An hour later a finger twitched.
4 hours later Snape left to get his teaching robes on. And that was when one very annoyed Draco Malfoy woke up and began rasping questions.
“What happened? Why am I here?” Draco tries to get up and promptly fell back down again.
Harry began his story, “I was walking around at midnight and I stunned you and when I went to erase your memories you were bleeding pretty badly so I brought you to Snape.
“Hold on, Potter,” Draco croaked “That was just one really long sentence with no detail. I have many questions. For example, why were you wandering the school at night? Why did you help me? Are you in love with me too? And could you possibly get me some water to make my throat feel better? Oh crap, sorry I just said I was in love with you Harry. It’s true though.”
As Draco stopped to take a breath Harry said:
“That’s way too many questions, Draco. I’ll get you some water and then answer your questions. Can I ask some of my own too?” Harry replied.
“Sure. Now get me that water please.”
Harry went in search of the kitchen wondering when snakes had become semi-polite.
After 5 minutes Harry returned to Draco with some water and answers.
“To answer the first question, I was escaping from an argument. To answer the second question it’s because I love you. To answer the third question yes, I love you my little dragon.”
At that remark, Draco protested “I’m not that little. We’re the same height.”
Harry continued. “And I already got you water. Can you answer my questions now?”
“Get on with it. I want to take a shower. I’m covered in blood.” Draco grumbled
“Question one - Why were you wandering the school at night? Question two - who hit you? Question three - do you become a bloody mess like this often? Question four - when did you get all these piercings? Question five - how long have you been growing out your hair for? Question six - can you kiss me?” Harry presented his list of questions and added “I have some more for another time.”
“I was going back to the dungeons after a torture session. Lucius and Voldemort hit me and they used a bunch of different spells in addition to various muggle torture implement. It really is the only thing they go muggle on. This happens at least once a week. I’ve had these piercings since second year and have been growing out my hair since second year all under a glamour. And here you go.” Draco leaned forward and kissed Harry.

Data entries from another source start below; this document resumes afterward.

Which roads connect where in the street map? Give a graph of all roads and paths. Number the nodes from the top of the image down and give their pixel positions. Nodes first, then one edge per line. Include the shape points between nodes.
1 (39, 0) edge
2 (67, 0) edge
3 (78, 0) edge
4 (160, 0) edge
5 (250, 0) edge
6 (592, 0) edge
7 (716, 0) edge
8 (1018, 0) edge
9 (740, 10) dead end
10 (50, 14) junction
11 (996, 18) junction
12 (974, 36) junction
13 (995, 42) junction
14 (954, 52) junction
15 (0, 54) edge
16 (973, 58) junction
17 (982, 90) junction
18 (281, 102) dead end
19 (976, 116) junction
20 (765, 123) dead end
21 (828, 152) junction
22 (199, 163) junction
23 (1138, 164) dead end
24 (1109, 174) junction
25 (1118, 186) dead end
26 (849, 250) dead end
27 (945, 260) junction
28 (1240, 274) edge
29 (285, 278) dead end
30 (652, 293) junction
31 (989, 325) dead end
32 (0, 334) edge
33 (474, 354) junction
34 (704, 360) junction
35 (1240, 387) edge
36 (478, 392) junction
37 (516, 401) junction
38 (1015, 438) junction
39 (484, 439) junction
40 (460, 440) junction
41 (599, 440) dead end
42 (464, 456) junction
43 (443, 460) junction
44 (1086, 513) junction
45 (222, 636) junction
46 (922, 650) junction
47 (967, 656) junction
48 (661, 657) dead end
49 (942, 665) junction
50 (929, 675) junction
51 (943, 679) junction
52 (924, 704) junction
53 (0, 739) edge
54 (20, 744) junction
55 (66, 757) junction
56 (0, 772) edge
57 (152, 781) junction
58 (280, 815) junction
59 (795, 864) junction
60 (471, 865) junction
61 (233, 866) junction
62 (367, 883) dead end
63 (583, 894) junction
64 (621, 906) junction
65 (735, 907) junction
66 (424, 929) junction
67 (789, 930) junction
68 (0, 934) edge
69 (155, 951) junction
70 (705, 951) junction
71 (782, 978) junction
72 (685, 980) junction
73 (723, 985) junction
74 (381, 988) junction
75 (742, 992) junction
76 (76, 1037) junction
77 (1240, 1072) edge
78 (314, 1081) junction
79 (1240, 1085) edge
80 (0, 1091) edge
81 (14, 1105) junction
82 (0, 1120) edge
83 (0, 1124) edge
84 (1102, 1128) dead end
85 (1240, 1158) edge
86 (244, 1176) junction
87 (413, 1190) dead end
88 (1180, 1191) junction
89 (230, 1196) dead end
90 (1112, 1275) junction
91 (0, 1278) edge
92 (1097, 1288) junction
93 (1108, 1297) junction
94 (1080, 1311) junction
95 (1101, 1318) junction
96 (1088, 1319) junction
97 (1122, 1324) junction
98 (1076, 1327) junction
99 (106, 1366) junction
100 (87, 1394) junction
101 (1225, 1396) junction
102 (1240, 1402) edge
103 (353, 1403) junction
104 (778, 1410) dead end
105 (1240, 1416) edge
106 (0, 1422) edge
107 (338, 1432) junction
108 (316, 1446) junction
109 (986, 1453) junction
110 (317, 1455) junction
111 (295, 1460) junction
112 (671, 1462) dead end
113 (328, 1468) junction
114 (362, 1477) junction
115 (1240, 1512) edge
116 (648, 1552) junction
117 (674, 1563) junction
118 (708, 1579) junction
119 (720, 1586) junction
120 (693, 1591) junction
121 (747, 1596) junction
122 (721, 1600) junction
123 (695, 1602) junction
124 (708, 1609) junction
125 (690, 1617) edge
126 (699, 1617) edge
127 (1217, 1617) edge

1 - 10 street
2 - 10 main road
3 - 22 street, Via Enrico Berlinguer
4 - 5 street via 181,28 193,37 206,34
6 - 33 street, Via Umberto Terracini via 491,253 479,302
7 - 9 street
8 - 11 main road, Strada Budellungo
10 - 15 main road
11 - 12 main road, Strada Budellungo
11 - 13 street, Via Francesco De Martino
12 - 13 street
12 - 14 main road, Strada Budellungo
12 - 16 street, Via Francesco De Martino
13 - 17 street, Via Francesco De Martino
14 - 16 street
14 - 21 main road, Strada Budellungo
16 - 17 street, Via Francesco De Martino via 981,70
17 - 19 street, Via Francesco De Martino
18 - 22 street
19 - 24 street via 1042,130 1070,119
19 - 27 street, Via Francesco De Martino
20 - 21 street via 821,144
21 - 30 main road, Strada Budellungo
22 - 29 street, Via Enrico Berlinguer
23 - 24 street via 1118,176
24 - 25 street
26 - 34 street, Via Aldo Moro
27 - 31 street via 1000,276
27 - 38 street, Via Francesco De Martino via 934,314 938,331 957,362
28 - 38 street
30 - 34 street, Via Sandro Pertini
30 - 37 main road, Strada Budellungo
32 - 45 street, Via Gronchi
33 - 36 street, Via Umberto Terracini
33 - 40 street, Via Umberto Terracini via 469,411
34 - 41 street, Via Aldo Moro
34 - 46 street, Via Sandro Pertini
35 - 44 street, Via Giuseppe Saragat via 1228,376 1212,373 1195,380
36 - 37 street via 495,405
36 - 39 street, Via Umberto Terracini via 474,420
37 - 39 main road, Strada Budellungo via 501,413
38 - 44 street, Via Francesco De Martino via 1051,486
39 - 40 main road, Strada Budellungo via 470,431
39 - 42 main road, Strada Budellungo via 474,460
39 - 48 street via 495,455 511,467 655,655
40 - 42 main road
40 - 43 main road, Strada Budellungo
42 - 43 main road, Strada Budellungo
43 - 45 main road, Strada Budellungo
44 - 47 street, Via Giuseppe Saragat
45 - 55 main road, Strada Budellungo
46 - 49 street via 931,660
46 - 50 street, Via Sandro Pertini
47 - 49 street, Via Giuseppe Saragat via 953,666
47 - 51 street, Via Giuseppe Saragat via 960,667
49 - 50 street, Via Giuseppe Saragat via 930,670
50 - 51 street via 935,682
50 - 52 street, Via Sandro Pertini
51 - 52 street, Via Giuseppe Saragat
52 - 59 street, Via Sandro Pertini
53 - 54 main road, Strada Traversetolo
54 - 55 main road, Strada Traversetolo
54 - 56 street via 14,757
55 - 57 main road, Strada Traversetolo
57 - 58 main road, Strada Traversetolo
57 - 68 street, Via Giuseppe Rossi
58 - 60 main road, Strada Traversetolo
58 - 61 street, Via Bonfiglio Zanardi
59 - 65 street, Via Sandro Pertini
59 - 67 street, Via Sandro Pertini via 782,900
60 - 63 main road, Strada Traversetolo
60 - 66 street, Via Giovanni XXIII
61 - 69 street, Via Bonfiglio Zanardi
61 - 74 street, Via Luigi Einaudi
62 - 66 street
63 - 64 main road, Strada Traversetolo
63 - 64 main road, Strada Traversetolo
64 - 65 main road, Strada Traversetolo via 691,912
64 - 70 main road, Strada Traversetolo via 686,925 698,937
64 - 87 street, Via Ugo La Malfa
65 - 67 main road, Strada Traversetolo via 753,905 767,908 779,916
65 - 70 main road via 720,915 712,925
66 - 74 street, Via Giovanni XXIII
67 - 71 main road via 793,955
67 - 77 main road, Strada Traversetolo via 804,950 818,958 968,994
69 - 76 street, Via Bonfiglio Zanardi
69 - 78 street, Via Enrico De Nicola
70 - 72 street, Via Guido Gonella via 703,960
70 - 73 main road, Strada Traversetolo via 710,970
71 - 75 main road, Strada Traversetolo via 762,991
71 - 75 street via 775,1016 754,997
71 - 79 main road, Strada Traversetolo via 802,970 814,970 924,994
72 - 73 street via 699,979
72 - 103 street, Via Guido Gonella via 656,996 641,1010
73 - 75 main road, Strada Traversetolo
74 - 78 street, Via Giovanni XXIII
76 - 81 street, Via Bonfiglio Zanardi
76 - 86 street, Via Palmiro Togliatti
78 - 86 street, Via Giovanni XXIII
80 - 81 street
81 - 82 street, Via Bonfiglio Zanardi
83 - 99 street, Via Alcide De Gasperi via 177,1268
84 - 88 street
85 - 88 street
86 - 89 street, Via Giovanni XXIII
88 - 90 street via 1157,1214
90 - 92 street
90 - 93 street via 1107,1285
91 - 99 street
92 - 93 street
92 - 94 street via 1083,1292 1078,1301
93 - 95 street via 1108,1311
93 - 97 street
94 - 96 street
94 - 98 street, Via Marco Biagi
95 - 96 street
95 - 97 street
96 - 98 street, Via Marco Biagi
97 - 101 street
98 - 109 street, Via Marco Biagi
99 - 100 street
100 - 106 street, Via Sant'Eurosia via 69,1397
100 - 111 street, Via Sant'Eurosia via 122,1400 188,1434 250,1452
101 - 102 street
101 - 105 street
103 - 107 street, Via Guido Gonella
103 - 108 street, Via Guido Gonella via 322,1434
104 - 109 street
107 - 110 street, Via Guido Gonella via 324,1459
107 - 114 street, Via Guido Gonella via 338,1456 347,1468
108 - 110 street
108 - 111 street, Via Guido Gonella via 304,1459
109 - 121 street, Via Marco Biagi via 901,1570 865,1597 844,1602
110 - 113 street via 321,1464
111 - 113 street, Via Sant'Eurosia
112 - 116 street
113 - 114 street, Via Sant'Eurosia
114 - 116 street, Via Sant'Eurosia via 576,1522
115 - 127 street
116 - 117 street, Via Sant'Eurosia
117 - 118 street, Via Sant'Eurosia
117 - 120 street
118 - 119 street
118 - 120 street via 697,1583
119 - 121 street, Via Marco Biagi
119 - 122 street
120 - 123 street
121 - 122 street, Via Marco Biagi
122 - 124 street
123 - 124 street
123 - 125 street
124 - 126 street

Unfortunately, that was when Snape came in. He turned purple and green and red and many other colors the human face should not.
“WHAT THE HELL ARE YOU DOING?” Snape screeched when he finally returned to his normal colour.
“Kissing him, isn’t that obvious?” Draco pulled away from Harry’s lips to whisper in his ear, “I don’t know why he is so surprised. I mean, he knows I’m in love with you.”
“Maybe he is annoyed that he will now have to tolerate me if only for his godson’s sake. Or perhaps he is imagining you in Gryffindor colours.” Harry whispered back
“What are you so mad about, Sev?” Draco asked the livid potions master.
“That I have class today. That I have to wear high heels. That I haven't finished grading thanks to that horrible Gryffindor brat.
“Come on Sev, look at the bright side. You saved my life. Sirius will love you more than ever. And I got together with Harry Potter.”
“That last one is not positive for me,” grumbled Snape.
“Oh well. I’m going to shower and use some of my extra clothes. You should send Harry back to his tower before his absence is noticed.” Draco stumbled out of the room.
“Yes! Out, you bloody Gryffindor, out!” Snape shouted
“Yeah, yeah, I get it, I get it. Mind giving me some headache potion?” Harry mumbled
Snape glared at him, then swept off. He returned a couple minutes later with a small bottle that probably held the headache potion. Muttering a surprise “Thanks.” Harry gulped the vile thing down. It tasted awful but it worked.
As he hurried back to the Gryffindor tower, Harry again wondered when snakes had become semi-polite.